[Collected data]
- - -
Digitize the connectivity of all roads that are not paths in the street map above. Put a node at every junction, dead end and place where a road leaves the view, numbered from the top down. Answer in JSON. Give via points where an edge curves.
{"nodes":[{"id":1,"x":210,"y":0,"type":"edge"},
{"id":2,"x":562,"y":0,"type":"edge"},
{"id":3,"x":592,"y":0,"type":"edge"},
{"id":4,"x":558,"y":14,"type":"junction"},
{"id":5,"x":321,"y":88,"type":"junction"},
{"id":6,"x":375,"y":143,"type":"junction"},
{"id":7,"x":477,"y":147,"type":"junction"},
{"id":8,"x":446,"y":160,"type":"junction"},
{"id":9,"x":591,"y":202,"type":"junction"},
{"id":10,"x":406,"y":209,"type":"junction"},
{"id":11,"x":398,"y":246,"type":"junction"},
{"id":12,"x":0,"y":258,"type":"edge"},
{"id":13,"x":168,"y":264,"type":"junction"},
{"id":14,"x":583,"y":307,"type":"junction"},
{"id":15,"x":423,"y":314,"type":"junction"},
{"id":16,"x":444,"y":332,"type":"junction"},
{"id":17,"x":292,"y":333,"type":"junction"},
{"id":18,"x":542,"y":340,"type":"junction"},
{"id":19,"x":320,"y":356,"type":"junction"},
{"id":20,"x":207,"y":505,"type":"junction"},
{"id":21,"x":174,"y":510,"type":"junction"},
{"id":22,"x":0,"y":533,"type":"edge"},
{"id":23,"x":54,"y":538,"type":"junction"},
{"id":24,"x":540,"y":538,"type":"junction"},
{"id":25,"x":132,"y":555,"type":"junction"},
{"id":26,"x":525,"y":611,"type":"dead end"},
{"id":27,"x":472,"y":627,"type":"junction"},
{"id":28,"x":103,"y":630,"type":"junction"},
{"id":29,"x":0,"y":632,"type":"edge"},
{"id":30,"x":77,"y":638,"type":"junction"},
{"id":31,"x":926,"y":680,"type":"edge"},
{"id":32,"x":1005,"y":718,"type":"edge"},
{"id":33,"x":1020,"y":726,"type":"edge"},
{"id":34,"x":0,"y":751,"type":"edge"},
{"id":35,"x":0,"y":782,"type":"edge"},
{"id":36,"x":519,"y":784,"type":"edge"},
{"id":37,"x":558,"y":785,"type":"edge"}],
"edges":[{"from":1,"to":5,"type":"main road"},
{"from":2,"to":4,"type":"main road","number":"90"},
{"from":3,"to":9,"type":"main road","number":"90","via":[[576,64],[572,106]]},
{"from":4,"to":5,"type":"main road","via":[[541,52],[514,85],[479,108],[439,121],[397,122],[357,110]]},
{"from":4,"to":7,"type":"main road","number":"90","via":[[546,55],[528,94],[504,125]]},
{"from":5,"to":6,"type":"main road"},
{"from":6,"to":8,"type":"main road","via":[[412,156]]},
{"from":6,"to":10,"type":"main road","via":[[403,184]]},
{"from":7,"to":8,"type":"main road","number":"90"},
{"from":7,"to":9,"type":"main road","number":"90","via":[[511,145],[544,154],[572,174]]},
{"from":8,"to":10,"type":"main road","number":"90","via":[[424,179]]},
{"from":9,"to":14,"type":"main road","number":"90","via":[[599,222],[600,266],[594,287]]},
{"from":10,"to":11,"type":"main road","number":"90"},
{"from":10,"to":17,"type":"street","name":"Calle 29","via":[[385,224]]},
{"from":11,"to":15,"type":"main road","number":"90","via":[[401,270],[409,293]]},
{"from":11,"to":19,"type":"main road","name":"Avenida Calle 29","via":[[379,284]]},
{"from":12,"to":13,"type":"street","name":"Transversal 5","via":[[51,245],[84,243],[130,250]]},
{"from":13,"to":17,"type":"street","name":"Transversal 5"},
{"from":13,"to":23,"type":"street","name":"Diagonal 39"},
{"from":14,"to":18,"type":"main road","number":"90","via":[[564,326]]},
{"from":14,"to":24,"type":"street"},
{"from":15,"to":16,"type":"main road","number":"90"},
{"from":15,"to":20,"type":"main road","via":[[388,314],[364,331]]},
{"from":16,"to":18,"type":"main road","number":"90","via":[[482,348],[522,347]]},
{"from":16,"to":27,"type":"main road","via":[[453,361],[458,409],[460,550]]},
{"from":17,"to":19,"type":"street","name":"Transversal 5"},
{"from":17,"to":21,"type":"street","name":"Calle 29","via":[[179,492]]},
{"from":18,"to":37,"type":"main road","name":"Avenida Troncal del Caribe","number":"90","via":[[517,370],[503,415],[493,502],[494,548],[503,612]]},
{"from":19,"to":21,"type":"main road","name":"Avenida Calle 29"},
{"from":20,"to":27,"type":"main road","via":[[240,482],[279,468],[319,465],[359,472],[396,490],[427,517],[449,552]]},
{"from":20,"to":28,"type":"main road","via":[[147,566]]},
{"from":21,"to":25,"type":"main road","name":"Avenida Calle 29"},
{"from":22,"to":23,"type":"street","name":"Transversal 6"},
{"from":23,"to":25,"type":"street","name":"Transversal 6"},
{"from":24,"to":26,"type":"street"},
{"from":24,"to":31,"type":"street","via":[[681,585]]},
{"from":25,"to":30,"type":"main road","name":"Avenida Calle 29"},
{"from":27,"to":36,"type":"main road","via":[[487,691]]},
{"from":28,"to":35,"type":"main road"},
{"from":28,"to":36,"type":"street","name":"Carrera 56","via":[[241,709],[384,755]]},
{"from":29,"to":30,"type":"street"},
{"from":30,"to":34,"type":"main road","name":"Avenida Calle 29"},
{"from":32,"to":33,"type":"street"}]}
- - -
- _What you should do_
Transcribe every record above exactly as written.

- _Answer section_
Digitize the connectivity of all roads that are not paths in the street map above. Put a node at every junction, dead end and place where a road leaves the view, numbered from the top down. Answer in JSON. Give via points where an edge curves.
{"nodes":[{"id":1,"x":210,"y":0,"type":"edge"},
{"id":2,"x":562,"y":0,"type":"edge"},
{"id":3,"x":592,"y":0,"type":"edge"},
{"id":4,"x":558,"y":14,"type":"junction"},
{"id":5,"x":321,"y":88,"type":"junction"},
{"id":6,"x":375,"y":143,"type":"junction"},
{"id":7,"x":477,"y":147,"type":"junction"},
{"id":8,"x":446,"y":160,"type":"junction"},
{"id":9,"x":591,"y":202,"type":"junction"},
{"id":10,"x":406,"y":209,"type":"junction"},
{"id":11,"x":398,"y":246,"type":"junction"},
{"id":12,"x":0,"y":258,"type":"edge"},
{"id":13,"x":168,"y":264,"type":"junction"},
{"id":14,"x":583,"y":307,"type":"junction"},
{"id":15,"x":423,"y":314,"type":"junction"},
{"id":16,"x":444,"y":332,"type":"junction"},
{"id":17,"x":292,"y":333,"type":"junction"},
{"id":18,"x":542,"y":340,"type":"junction"},
{"id":19,"x":320,"y":356,"type":"junction"},
{"id":20,"x":207,"y":505,"type":"junction"},
{"id":21,"x":174,"y":510,"type":"junction"},
{"id":22,"x":0,"y":533,"type":"edge"},
{"id":23,"x":54,"y":538,"type":"junction"},
{"id":24,"x":540,"y":538,"type":"junction"},
{"id":25,"x":132,"y":555,"type":"junction"},
{"id":26,"x":525,"y":611,"type":"dead end"},
{"id":27,"x":472,"y":627,"type":"junction"},
{"id":28,"x":103,"y":630,"type":"junction"},
{"id":29,"x":0,"y":632,"type":"edge"},
{"id":30,"x":77,"y":638,"type":"junction"},
{"id":31,"x":926,"y":680,"type":"edge"},
{"id":32,"x":1005,"y":718,"type":"edge"},
{"id":33,"x":1020,"y":726,"type":"edge"},
{"id":34,"x":0,"y":751,"type":"edge"},
{"id":35,"x":0,"y":782,"type":"edge"},
{"id":36,"x":519,"y":784,"type":"edge"},
{"id":37,"x":558,"y":785,"type":"edge"}],
"edges":[{"from":1,"to":5,"type":"main road"},
{"from":2,"to":4,"type":"main road","number":"90"},
{"from":3,"to":9,"type":"main road","number":"90","via":[[576,64],[572,106]]},
{"from":4,"to":5,"type":"main road","via":[[541,52],[514,85],[479,108],[439,121],[397,122],[357,110]]},
{"from":4,"to":7,"type":"main road","number":"90","via":[[546,55],[528,94],[504,125]]},
{"from":5,"to":6,"type":"main road"},
{"from":6,"to":8,"type":"main road","via":[[412,156]]},
{"from":6,"to":10,"type":"main road","via":[[403,184]]},
{"from":7,"to":8,"type":"main road","number":"90"},
{"from":7,"to":9,"type":"main road","number":"90","via":[[511,145],[544,154],[572,174]]},
{"from":8,"to":10,"type":"main road","number":"90","via":[[424,179]]},
{"from":9,"to":14,"type":"main road","number":"90","via":[[599,222],[600,266],[594,287]]},
{"from":10,"to":11,"type":"main road","number":"90"},
{"from":10,"to":17,"type":"street","name":"Calle 29","via":[[385,224]]},
{"from":11,"to":15,"type":"main road","number":"90","via":[[401,270],[409,293]]},
{"from":11,"to":19,"type":"main road","name":"Avenida Calle 29","via":[[379,284]]},
{"from":12,"to":13,"type":"street","name":"Transversal 5","via":[[51,245],[84,243],[130,250]]},
{"from":13,"to":17,"type":"street","name":"Transversal 5"},
{"from":13,"to":23,"type":"street","name":"Diagonal 39"},
{"from":14,"to":18,"type":"main road","number":"90","via":[[564,326]]},
{"from":14,"to":24,"type":"street"},
{"from":15,"to":16,"type":"main road","number":"90"},
{"from":15,"to":20,"type":"main road","via":[[388,314],[364,331]]},
{"from":16,"to":18,"type":"main road","number":"90","via":[[482,348],[522,347]]},
{"from":16,"to":27,"type":"main road","via":[[453,361],[458,409],[460,550]]},
{"from":17,"to":19,"type":"street","name":"Transversal 5"},
{"from":17,"to":21,"type":"street","name":"Calle 29","via":[[179,492]]},
{"from":18,"to":37,"type":"main road","name":"Avenida Troncal del Caribe","number":"90","via":[[517,370],[503,415],[493,502],[494,548],[503,612]]},
{"from":19,"to":21,"type":"main road","name":"Avenida Calle 29"},
{"from":20,"to":27,"type":"main road","via":[[240,482],[279,468],[319,465],[359,472],[396,490],[427,517],[449,552]]},
{"from":20,"to":28,"type":"main road","via":[[147,566]]},
{"from":21,"to":25,"type":"main road","name":"Avenida Calle 29"},
{"from":22,"to":23,"type":"street","name":"Transversal 6"},
{"from":23,"to":25,"type":"street","name":"Transversal 6"},
{"from":24,"to":26,"type":"street"},
{"from":24,"to":31,"type":"street","via":[[681,585]]},
{"from":25,"to":30,"type":"main road","name":"Avenida Calle 29"},
{"from":27,"to":36,"type":"main road","via":[[487,691]]},
{"from":28,"to":35,"type":"main road"},
{"from":28,"to":36,"type":"street","name":"Carrera 56","via":[[241,709],[384,755]]},
{"from":29,"to":30,"type":"street"},
{"from":30,"to":34,"type":"main road","name":"Avenida Calle 29"},
{"from":32,"to":33,"type":"street"}]}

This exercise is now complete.